Will the head support you? If not, that's your issue, and I agree you should leave. But don't leave teaching. There are better, more supportive schools. I've just made a move and don't know why I didn't do it years ago. Nights spent panicking about what my head or SLT would or wouldn't do... Now I work somewhere where they think I am the bee's knees.

TheReluctantPhoenix · 19/01/2021 06:52

There are shitty bosses in all industries.

I think schools, though, on average have APPALLING middle management (heads of studies, pastoral heads etc).

They are, with honourable exceptions, people who have only ever worked in schools and try to manage intelligent graduated and Phds in the same way as they would a year 12 class. Their view of management is, simplistically, to arse lick up (terrified of head and deputy head) and give to-do lists down, with sanctions. They would definitely give detentions if they could!

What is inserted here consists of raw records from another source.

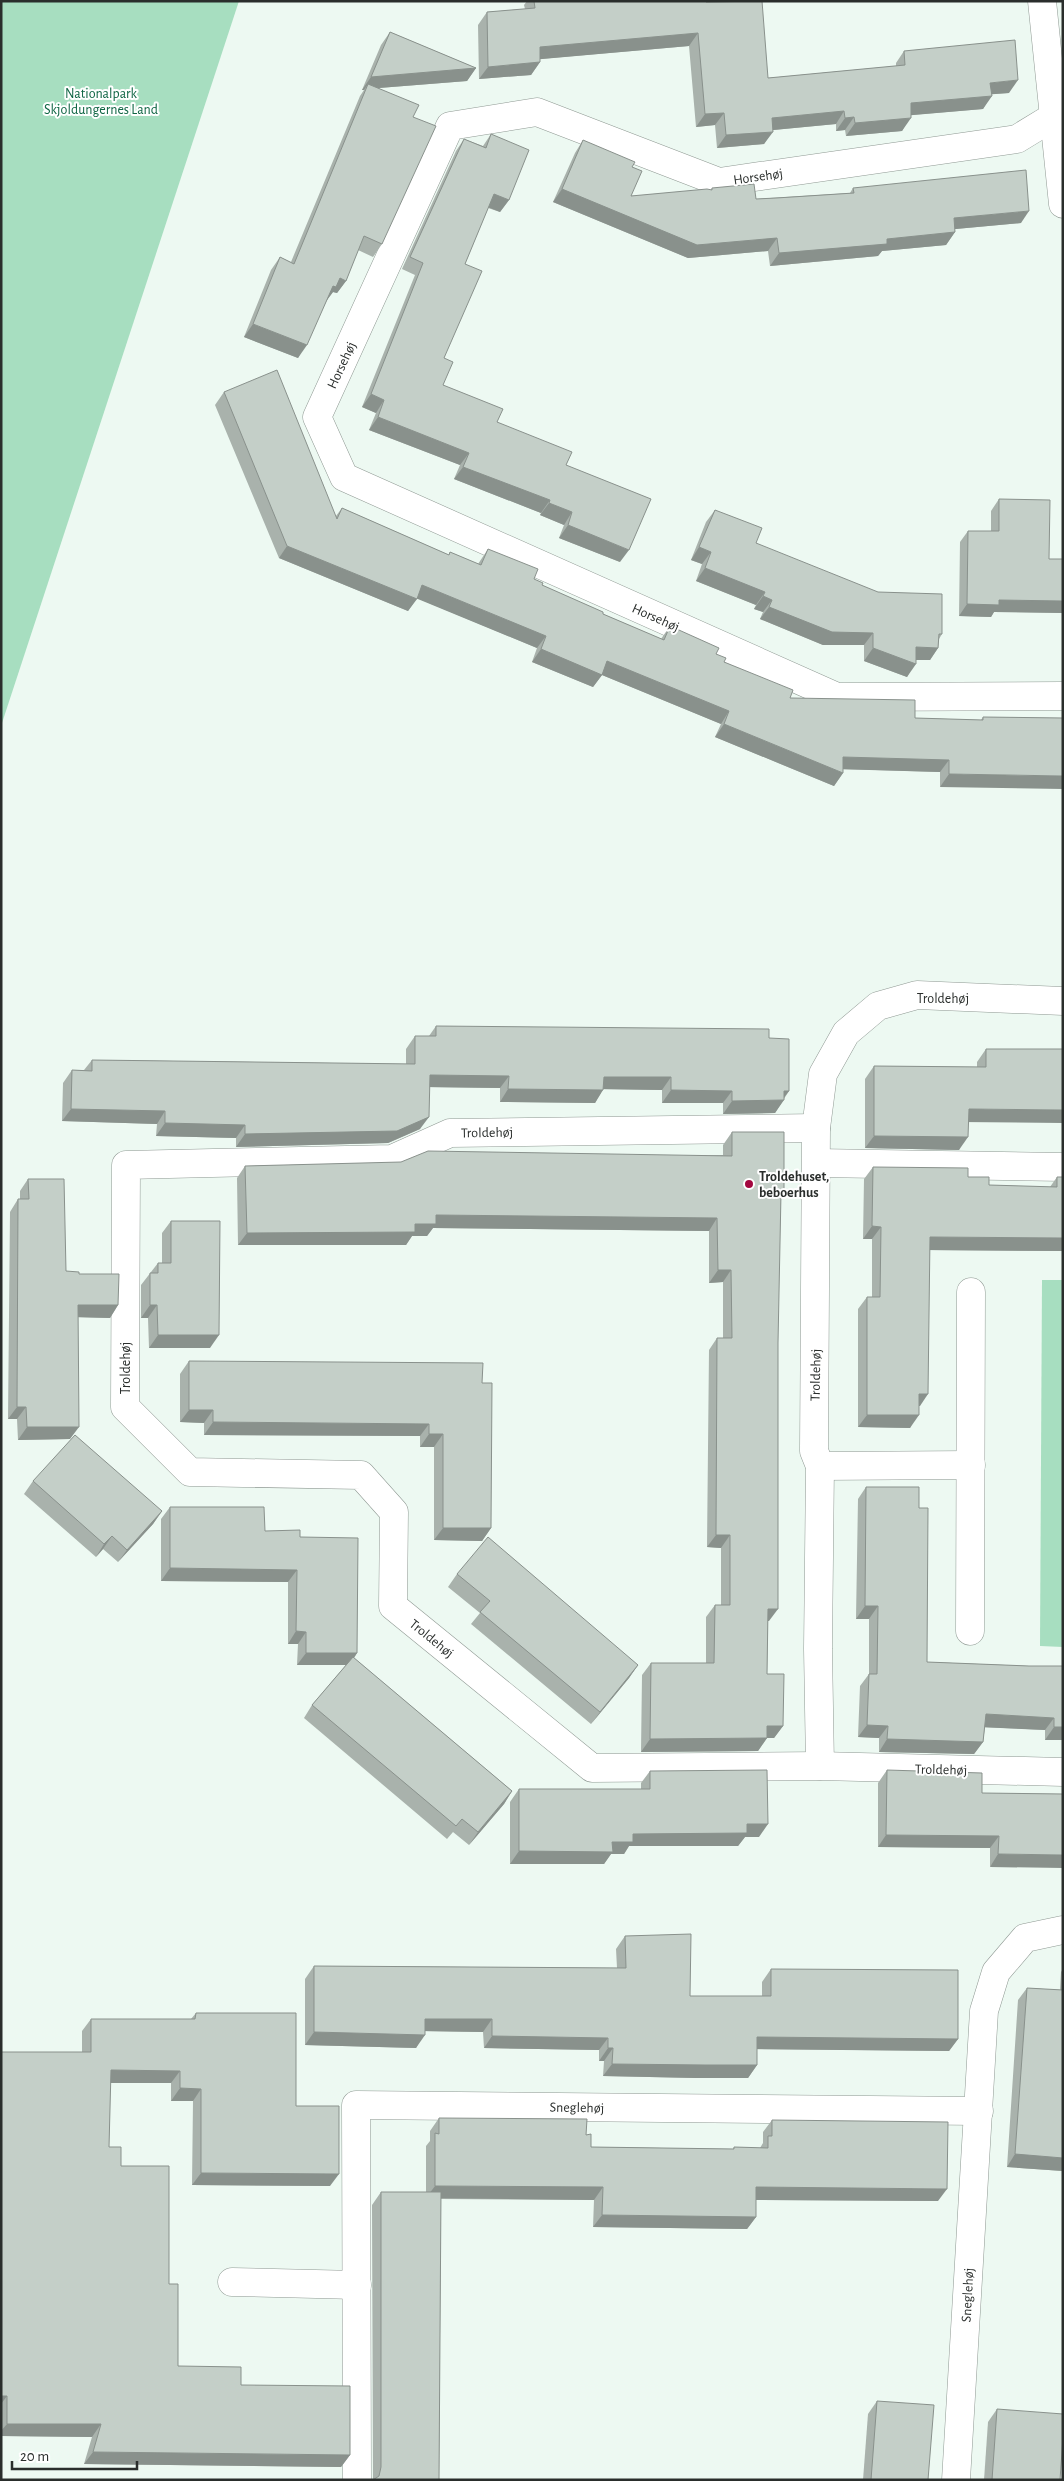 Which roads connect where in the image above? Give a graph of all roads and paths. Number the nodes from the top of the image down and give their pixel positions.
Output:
1 (1042, 1) edge
2 (1058, 117) edge
3 (1063, 204) edge
4 (1063, 696) edge
5 (1063, 1001) edge
6 (816, 1128) junction
7 (817, 1163) junction
8 (1063, 1167) edge
9 (971, 1292) dead end
10 (971, 1465) junction
11 (820, 1466) junction
12 (970, 1631) dead end
13 (820, 1766) junction
14 (1063, 1772) edge
15 (1063, 1930) edge
16 (978, 2111) junction
17 (232, 2282) dead end
18 (356, 2285) junction
19 (356, 2480) edge
20 (956, 2480) edge

1 - 2 street
2 - 3 street
2 - 4 street, Horsehøj
5 - 6 street, Troldehøj
6 - 7 street, Troldehøj
6 - 13 street, Troldehøj
7 - 8 street
7 - 11 street, Troldehøj
9 - 10 street
10 - 11 street
10 - 12 street
11 - 13 street, Troldehøj
13 - 14 street, Troldehøj
15 - 16 street, Sneglehøj
16 - 18 street, Sneglehøj
16 - 20 street, Sneglehøj
17 - 18 street
18 - 19 street, Sneglehøj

Where some schools are far better, though, is some heads do have balls and stand up to the 10% of unreasonable parents, and some do not. If you are with the latter, you need to find a new school with good leadership. Or leave, if you have really had enough..,

tulippa · 19/01/2021 06:57

YANBU. A whole class of unreasonable parents was the tipping point for me to leave school teaching.

EmilyEmmabob · 19/01/2021 07:06

I couldn't read and run - OP I hope you're ok. It is utterly soul destroying when parents do this, thankfully it's a profession that has learnt to cover its back.

Remember that for every student/parent like this there are a lot who are thankful that you're there. Parental complaints make me ill, it really affects me, I'm now on ADs which helps me to remain calm. I don't want to leave but I'm not sure it's healthy to feel like this all the time.

IME school will listen and investigate to placate the parent but to also come to a conclusion they can't argue with. It's probably the best way to draw a line under it rather than the parents continuing with an issue they feel is unresolved.

Adventine · 19/01/2021 07:12

@Tanaria you’re in the wrong school not the wrong job. In my school that parent would have been told their complaint was ridiculous and it would never have held any traction.

Lookslikerainted · 19/01/2021 07:17

They really don’t have a leg to stand on.

maddening · 19/01/2021 07:20

Just to reassure you that most other professions and jobs have this sort of shit going on.

My job has difficult stakeholders that will throw you under the bus to senior management to cover up their own mistakes, constantly having to back ourselves up with documentary evidence such as emails etc to show that the mistake was not ours and that is after going out of our way for the stakeholders, working in to the evening in our own time above and beyond what is expected.

I am pretty sure this shit happens in some way in most jobs. You need to find a job with no humans involved at all to get away from it.